Showing posts with label dystopia. Show all posts
Showing posts with label dystopia. Show all posts

Tuesday, November 11, 2014

Feminist Lessons in an Unfeminist World?: Kit Rocha's BEYOND series

A few weeks ago, I became engrossed by the dystopian fantasy world created by erotica writer Kit Rocha (the pseudonym for co-writers Bree Bridges and Donna Herren) in the Beyond series. Well, perhaps not by the world itself, but for the sexual activities of the inhabitants of that world. For a fantasy, world-building is on the light side in Beyond Shame (2012) and its four and counting full-length sequels. Solar storms have decimated the country, leaving only one self-sustaining city, Eden in their wake. Eden is purportedly only for the "righteous"; those who live within "must abide by a strict moral code or risk exile to the brutal lawless sectors" (Author's note, "Welcome to Sector Four").

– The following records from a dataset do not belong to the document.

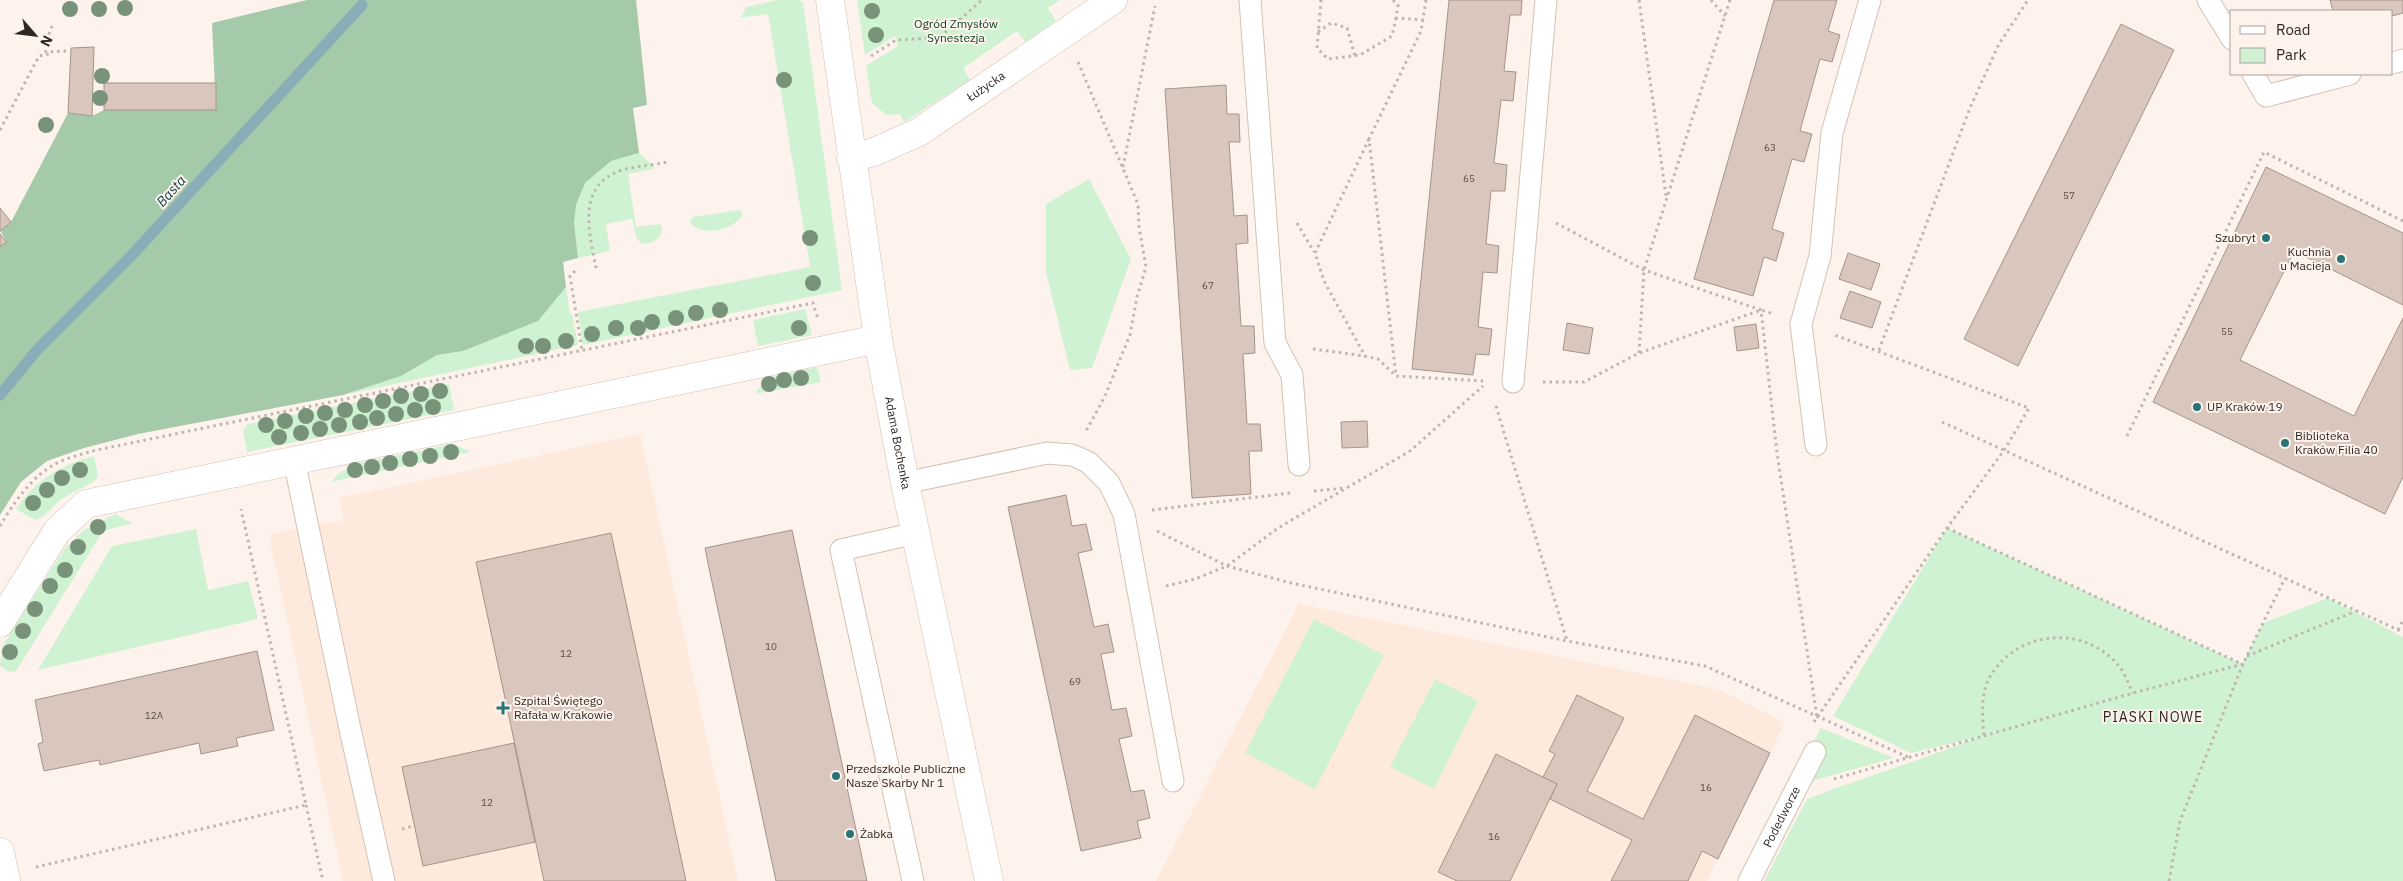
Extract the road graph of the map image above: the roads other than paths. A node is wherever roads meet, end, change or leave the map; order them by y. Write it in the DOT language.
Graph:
graph roads {
  1 [pos="830,0"];
  2 [pos="1113,0"];
  3 [pos="1250,0"];
  4 [pos="1546,0"];
  5 [pos="1870,0"];
  6 [pos="2208,0"];
  7 [pos="2230,36"];
  8 [pos="2254,75"];
  9 [pos="2346,75"];
  10 [pos="851,158"];
  11 [pos="878,339"];
  12 [pos="1512,382"];
  13 [pos="1816,444"];
  14 [pos="294,460"];
  15 [pos="1299,466"];
  16 [pos="905,483"];
  17 [pos="916,533"];
  18 [pos="0,623"];
  19 [pos="1815,752"];
  20 [pos="1173,781"];
  21 [pos="384,881"];
  22 [pos="913,881"];
  23 [pos="989,881"];
  24 [pos="1749,881"];
  1 -- 10 [label="street, Adama Bochenka"];
  2 -- 10 [label="street, Łużycka"];
  3 -- 15 [label="lane"];
  4 -- 12 [label="lane"];
  5 -- 13 [label="lane"];
  6 -- 7 [label="lane"];
  8 -- 9 [label="lane"];
  10 -- 11 [label="street, Adama Bochenka"];
  11 -- 14 [label="street"];
  11 -- 16 [label="street, Adama Bochenka"];
  14 -- 18 [label="street"];
  14 -- 21 [label="lane"];
  16 -- 17 [label="street, Adama Bochenka"];
  16 -- 20 [label="lane"];
  17 -- 22 [label="lane"];
  17 -- 23 [label="street, Adama Bochenka"];
  19 -- 24 [label="lane, Podedworze"];
}
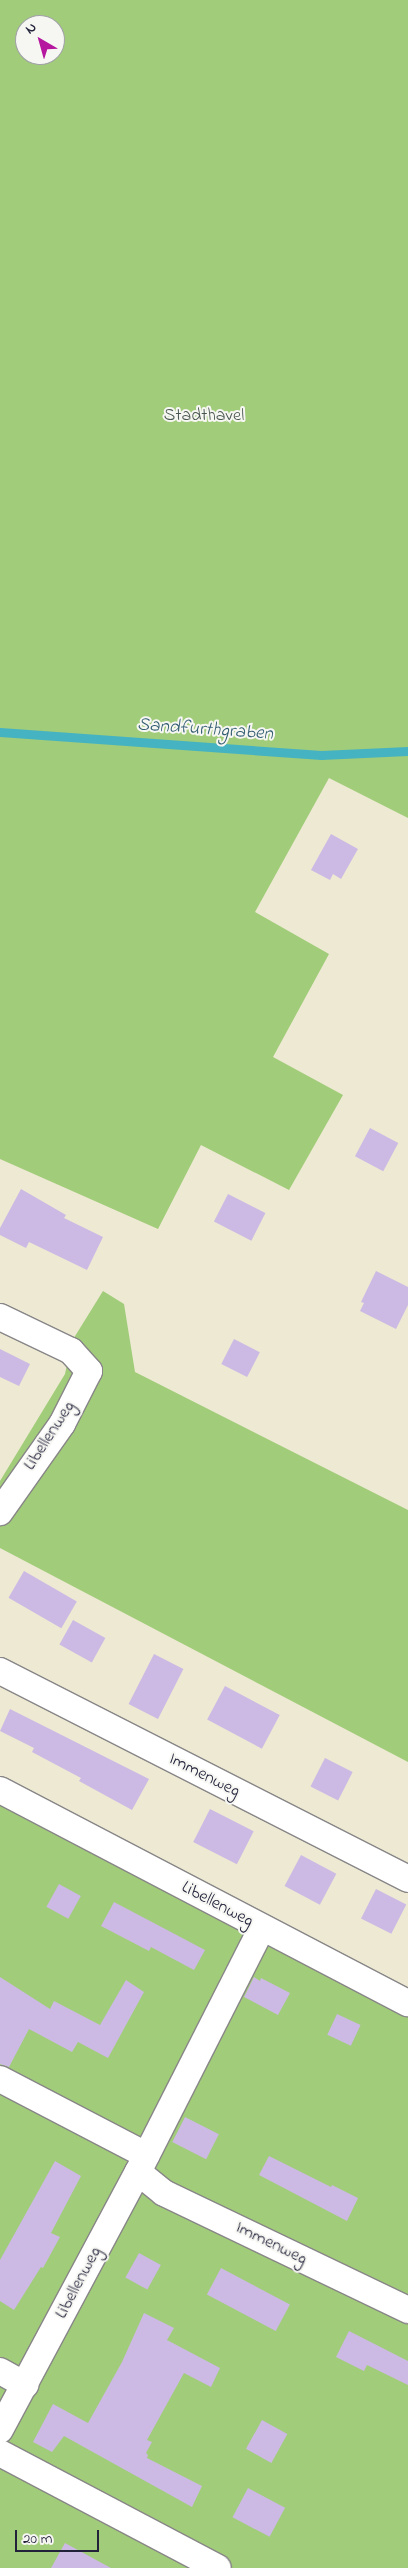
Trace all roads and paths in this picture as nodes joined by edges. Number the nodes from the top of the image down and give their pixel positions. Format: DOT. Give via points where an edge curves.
graph roads {
  1 [pos="0,1317"];
  2 [pos="0,1512"];
  3 [pos="0,1671"];
  4 [pos="0,1790"];
  5 [pos="408,1879"];
  6 [pos="262,1928"];
  7 [pos="408,2003"];
  8 [pos="0,2079"];
  9 [pos="142,2163"];
  10 [pos="408,2310"];
  11 [pos="0,2371"];
  12 [pos="25,2385"];
  13 [pos="0,2430"];
  14 [pos="0,2452"];
  15 [pos="218,2568"];
  1 -- 2 [label="street, Libellenweg" via="71,1351 89,1371 62,1424"];
  3 -- 5 [label="street, Immenweg"];
  4 -- 6 [label="street, Libellenweg"];
  6 -- 7 [label="street"];
  6 -- 9 [label="street, Libellenweg"];
  8 -- 9 [label="street"];
  9 -- 10 [label="street, Immenweg" via="164,2193"];
  9 -- 12 [label="street, Libellenweg"];
  11 -- 12 [label="street"];
  12 -- 13 [label="street, Libellenweg"];
  14 -- 15 [label="street"];
}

But hypocrisy lies just below the platitudes, and the sins of the powerful find their support in the eight lawless "sectors" which surround Eden. In each sector, gangs led by a kingpin (all men, with one exception) devote their energies to creating the means of sin—drugs in one sector, prostitutes in another, material goods in a third. Dallas O'Kane is the boss of Sector Four, where he and alcohol rein supreme.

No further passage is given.